Playing action games can hone ability to decide quickly, precisely

8:05pm, September 27, 2010

In action video games, you have to act fast to avoid monsters, fight the bad guys and obliterate zombies — which come at you from every side. You have to pass all the levels, collect all the right objects, watch every corner of every room and listen carefully. You never know where trouble is brewing, but you know it’s out there somewhere.

According to a recent study, there’s something else going on in the brains of action game players: They’re getting better at using visual and auditory cues, or sights and sounds, to make quick decisions. And not just decisions that have to do with the imaginary world of the video game, says Daphne Bavelier. She led the new study and is a psychologist at the University of Rochester in New York.

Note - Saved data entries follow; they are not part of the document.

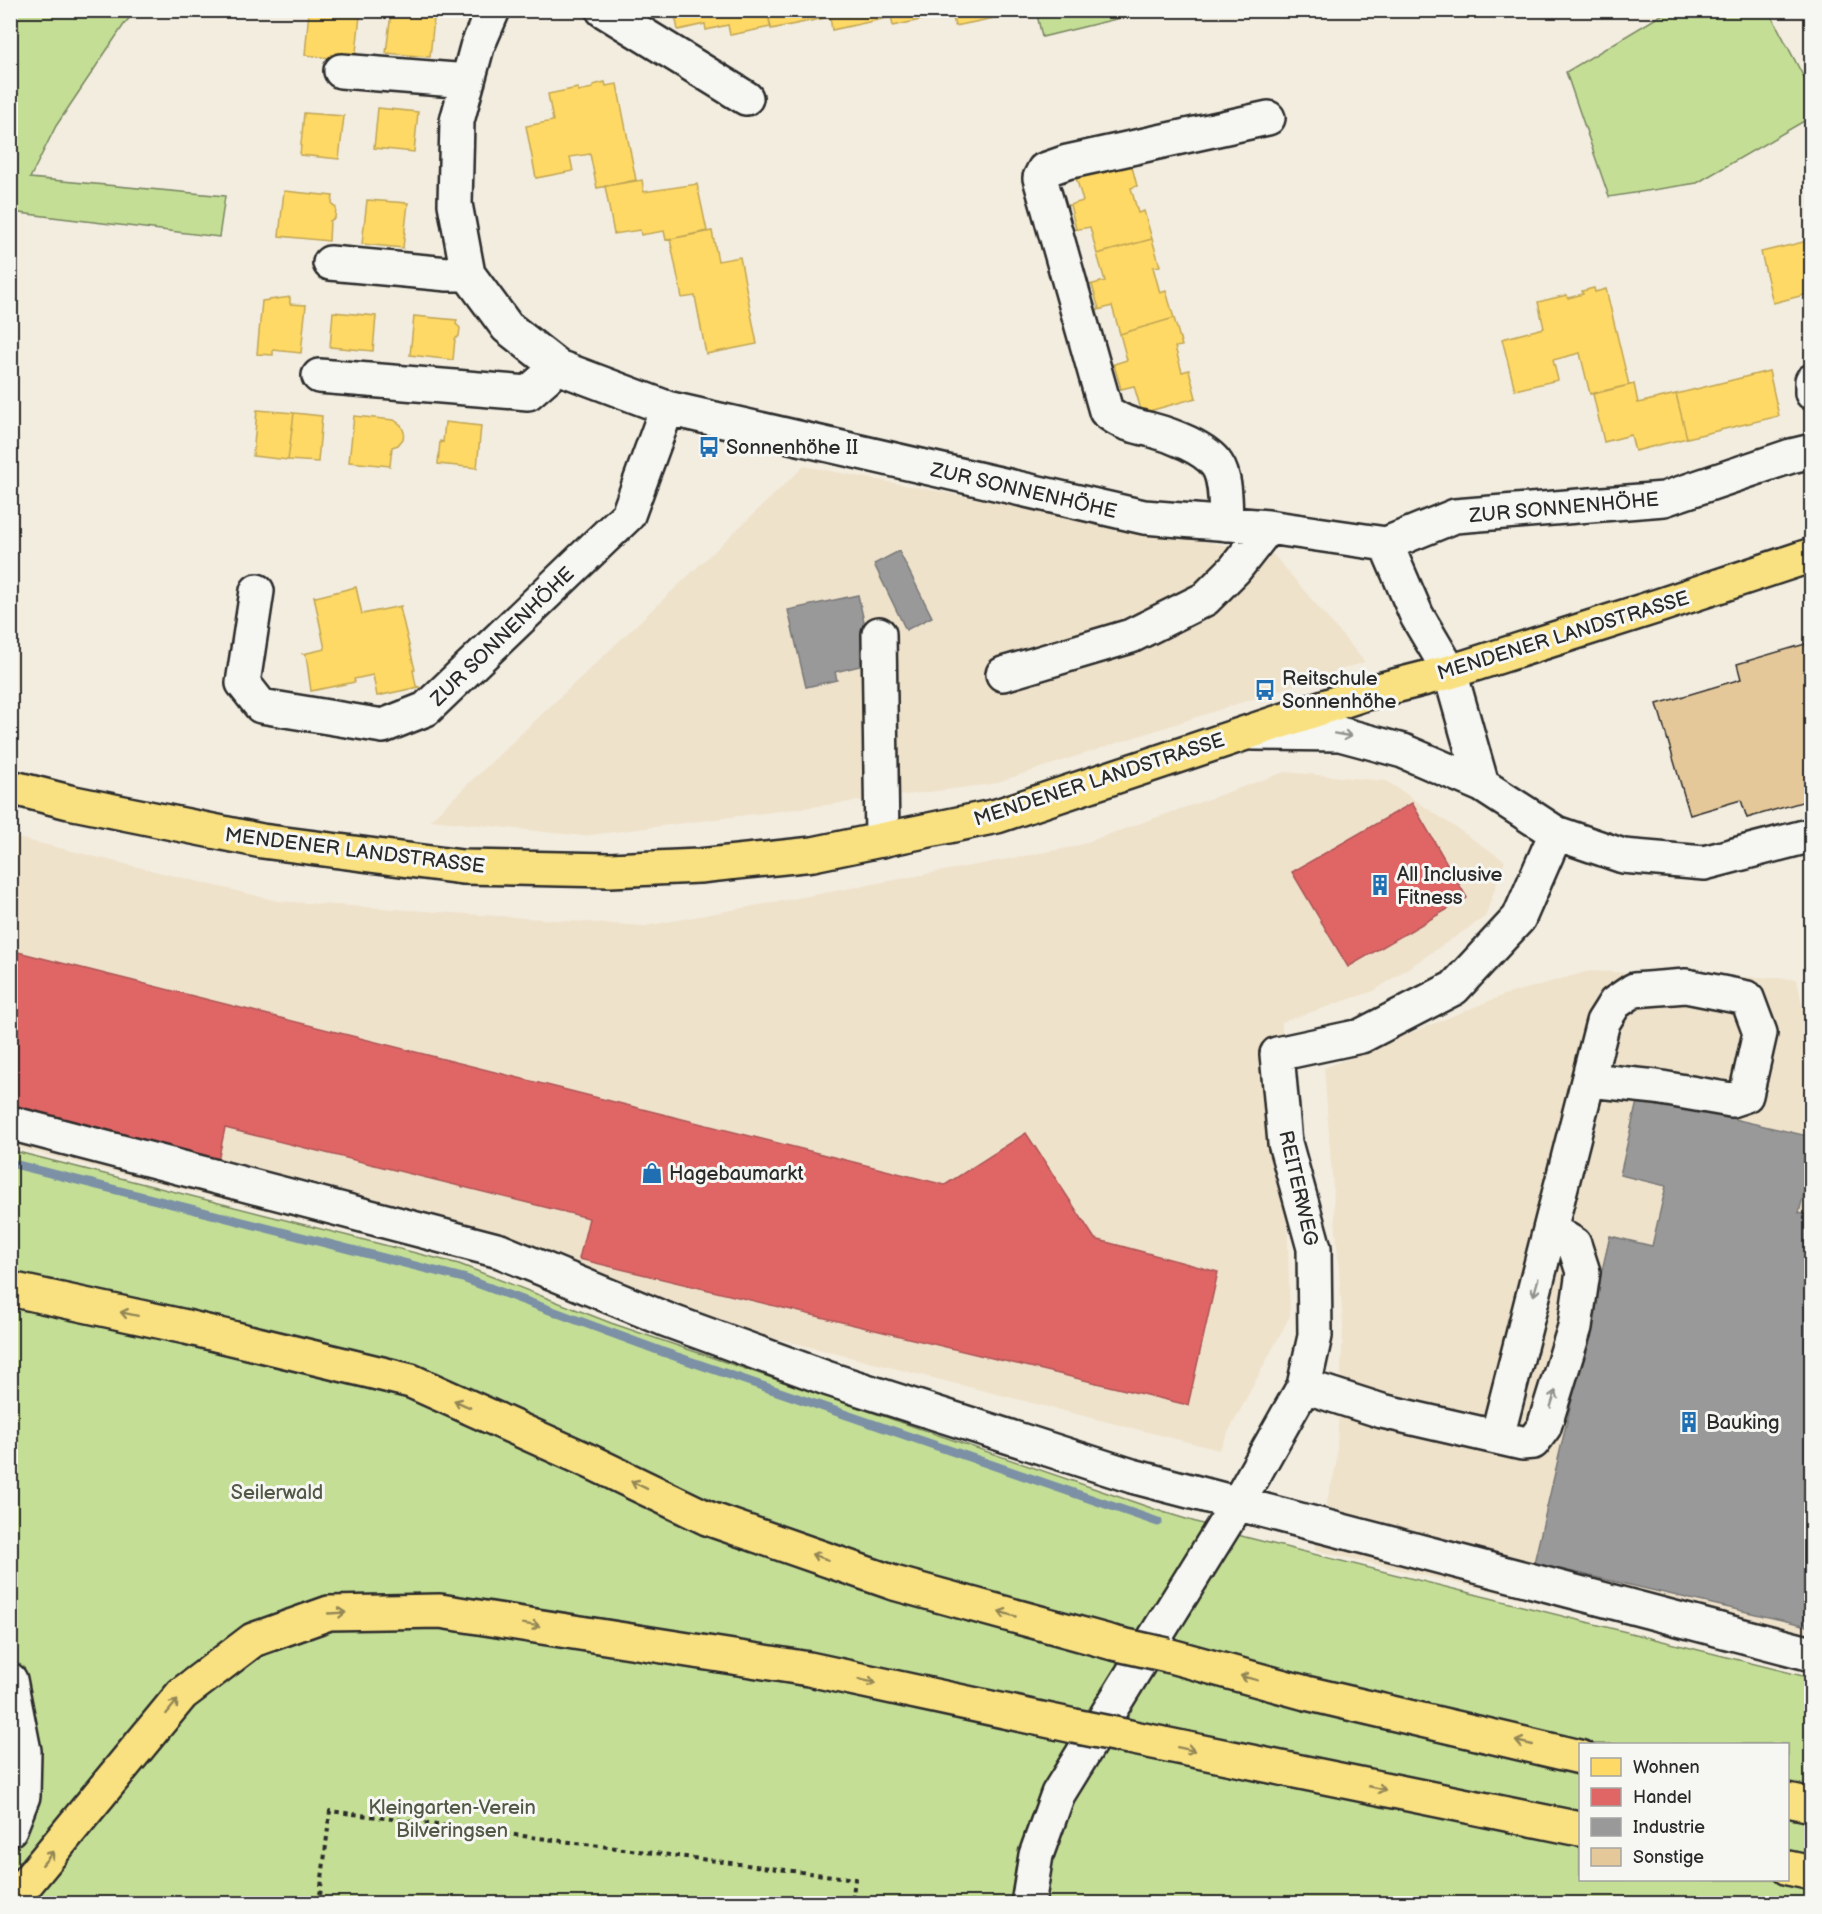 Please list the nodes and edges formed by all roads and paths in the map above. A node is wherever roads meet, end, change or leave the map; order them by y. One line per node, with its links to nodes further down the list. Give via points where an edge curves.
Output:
1 (493, 10): 4 (street, ZUR SONNENHÖHE)
2 (603, 10): 5 (street)
3 (341, 71): 4 (street)
4 (468, 81): 8 (street, ZUR SONNENHÖHE, via 457,121 454,204)
5 (746, 98)
6 (1268, 118): 15 (street, via 1067,162 1044,170 1040,178 1106,411 1119,422 1176,438 1211,459 1223,484)
7 (330, 263): 8 (street)
8 (468, 274): 9 (street, ZUR SONNENHÖHE, via 507,327)
9 (558, 368): 10 (street, via 528,393); 13 (street, ZUR SONNENHÖHE)
10 (319, 376)
11 (1812, 381): 12 (street)
12 (1812, 393)
13 (667, 408): 15 (street, ZUR SONNENHÖHE, via 1144,517); 19 (street, ZUR SONNENHÖHE, via 628,515 426,709 383,726 261,706 243,683)
14 (1812, 451): 17 (street, ZUR SONNENHÖHE, via 1664,499 1455,516)
15 (1226, 524): 16 (street, ZUR SONNENHÖHE)
16 (1268, 527): 17 (street, ZUR SONNENHÖHE); 22 (street, via 1205,599 1131,636)
17 (1386, 544): 21 (street, via 1417,616)
18 (1812, 555): 21 (main road, MENDENER LANDSTRASSE)
19 (257, 591)
20 (879, 634): 28 (street)
21 (1450, 672): 23 (main road, MENDENER LANDSTRASSE, via 1363,694); 24 (street)
22 (1004, 674)
23 (1242, 733): 24 (street, one-way to 24, via 1340,734 1403,751); 28 (main road, MENDENER LANDSTRASSE, via 997,816)
24 (1482, 784): 26 (street)
25 (10, 787): 28 (main road, MENDENER LANDSTRASSE, via 262,841 462,867 610,870 699,866 813,854)
26 (1556, 833): 27 (street, via 1623,856 1704,863); 33 (street, REITERWEG, via 1519,918 1454,988 1361,1036 1277,1054 1285,1143 1314,1248 1315,1336)
27 (1812, 835)
28 (882, 840)
29 (1589, 1080): 29 (street, via 1603,1022 1615,1004 1634,990 1686,986 1747,998 1760,1033 1746,1095 1731,1100); 31 (street)
30 (10, 1123): 35 (street, via 501,1251 667,1320 829,1379 1132,1476)
31 (1551, 1230): 34 (street, one-way to 34); 34 (street, one-way to 31, via 1533,1442 1544,1427 1575,1327 1583,1272 1574,1244)
32 (10, 1289): 38 (main road, one-way to 32, bridge, via 1306,1693 894,1583 707,1518 411,1382)
33 (1304, 1386): 34 (street, via 1382,1411); 35 (street, REITERWEG)
34 (1497, 1437)
35 (1238, 1503): 36 (street); 48 (street, REITERWEG, via 1058,1794 1036,1855)
36 (1812, 1654)
37 (10, 1680): 41 (street, via 24,1751 23,1796)
38 (1579, 1757)
39 (1789, 1800): 40 (main road)
40 (1812, 1805)
41 (10, 1829)
42 (1579, 1829): 45 (main road, one-way to 42, bridge, via 182,1694 253,1640 329,1613 440,1611 809,1669)
43 (1789, 1868): 44 (main road)
44 (1812, 1872)
45 (10, 1903)
46 (319, 1904): 47 (path, via 330,1811 855,1879)
47 (852, 1904)
48 (1028, 1904)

Video game players improve their ability to make fast decisions “not just for the act of gaming, but for unrelated and rather dull tasks,” Bavelier told Science News.

Her research suggests the benefit isn’t limited to men, who play action games more often. When women play the games, they also improve their ability to interpret things they see and hear and then quickly make decisions.

To investigate the connection between action games and decision making, Bavelier and her team first studied two groups of men, average age 19 to 20. The men in one group reported playing video games five times a week, and the men in the other group did not play. All the men were asked to look at a computer screen and do a simple test. The computer screen showed a pattern of dots, and the men were asked to show — by pressing a key — which way most of the dots were moving. Easy patterns had all the dots moving in the same direction; more difficult patterns showed different dots moving in different directions.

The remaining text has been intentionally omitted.